- **Task objective**
Could you repeat every line below exactly, skipping the images?
(Input data Opens)
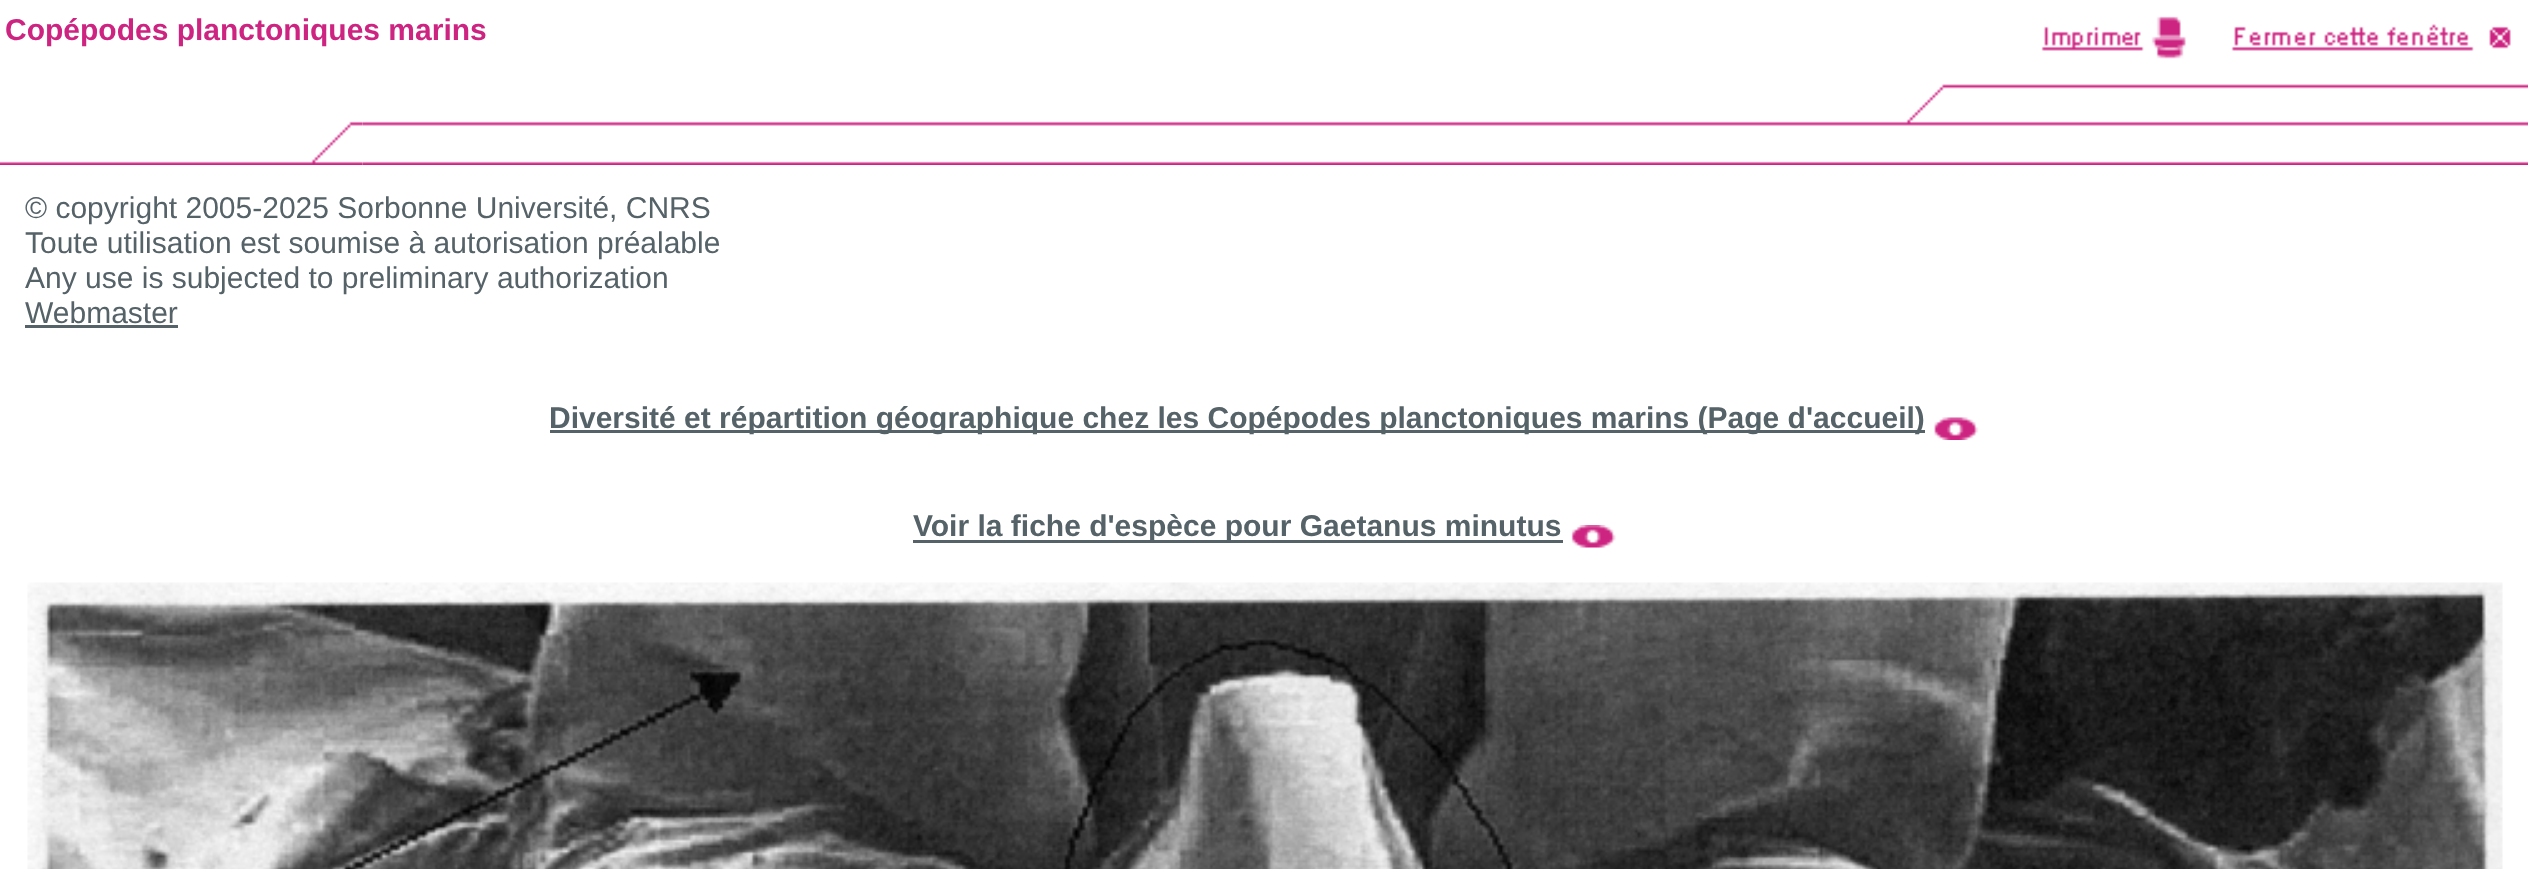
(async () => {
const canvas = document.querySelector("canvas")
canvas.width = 2528
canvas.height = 869
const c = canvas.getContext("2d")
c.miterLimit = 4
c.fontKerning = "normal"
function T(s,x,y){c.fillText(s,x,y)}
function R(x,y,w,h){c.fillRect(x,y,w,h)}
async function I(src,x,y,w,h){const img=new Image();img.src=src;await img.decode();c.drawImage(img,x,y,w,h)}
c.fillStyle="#fff"
R(0,0,2528,869)
await I("1.png",0,121,363,44)
await I("2.png",362,121,1043,44)
await I("3.png",1405,16,1123,149)
c.font="bold 30px Liberation Sans"
c.fillStyle="#cd2481"
T("Copépodes planctoniques marins",5,40)
c.font="30px Liberation Sans"
c.fillStyle="#556268"
T("© copyright 2005-2025 Sorbonne Université, CNRS",25,218)
T("Toute utilisation est soumise à autorisation préalable",25,253)
T("Any use is subjected to preliminary authorization",25,288)
T("Webmaster",25,323)
R(25,325,153,3)
R(550,430,1375,3)
c.font="bold 30px Liberation Sans"
T("Diversité et répartition géographique chez les Copépodes planctoniques marins (Page d'accueil)",549,428)
await I("4.png",1934,417,45,23)
R(913,540,650,3)
T("Voir la fiche d'espèce pour Gaetanus minutus",913,536)
await I("5.png",1571,525,45,23)
await I("6.png",27,582,2476,287)
})()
(Input data Closes)
- **Solved exercise**
(async () => {
const canvas = document.querySelector("canvas")
canvas.width = 2528
canvas.height = 869
const c = canvas.getContext("2d")
c.miterLimit = 4
c.fontKerning = "normal"
function T(s,x,y){c.fillText(s,x,y)}
function R(x,y,w,h){c.fillRect(x,y,w,h)}
async function I(src,x,y,w,h){const img=new Image();img.src=src;await img.decode();c.drawImage(img,x,y,w,h)}
c.fillStyle="#fff"
R(0,0,2528,869)
await I("1.png",0,121,363,44)
await I("2.png",362,121,1043,44)
await I("3.png",1405,16,1123,149)
c.font="bold 30px Liberation Sans"
c.fillStyle="#cd2481"
T("Copépodes planctoniques marins",5,40)
c.font="30px Liberation Sans"
c.fillStyle="#556268"
T("© copyright 2005-2025 Sorbonne Université, CNRS",25,218)
T("Toute utilisation est soumise à autorisation préalable",25,253)
T("Any use is subjected to preliminary authorization",25,288)
T("Webmaster",25,323)
R(25,325,153,3)
R(550,430,1375,3)
c.font="bold 30px Liberation Sans"
T("Diversité et répartition géographique chez les Copépodes planctoniques marins (Page d'accueil)",549,428)
await I("4.png",1934,417,45,23)
R(913,540,650,3)
T("Voir la fiche d'espèce pour Gaetanus minutus",913,536)
await I("5.png",1571,525,45,23)
await I("6.png",27,582,2476,287)
})()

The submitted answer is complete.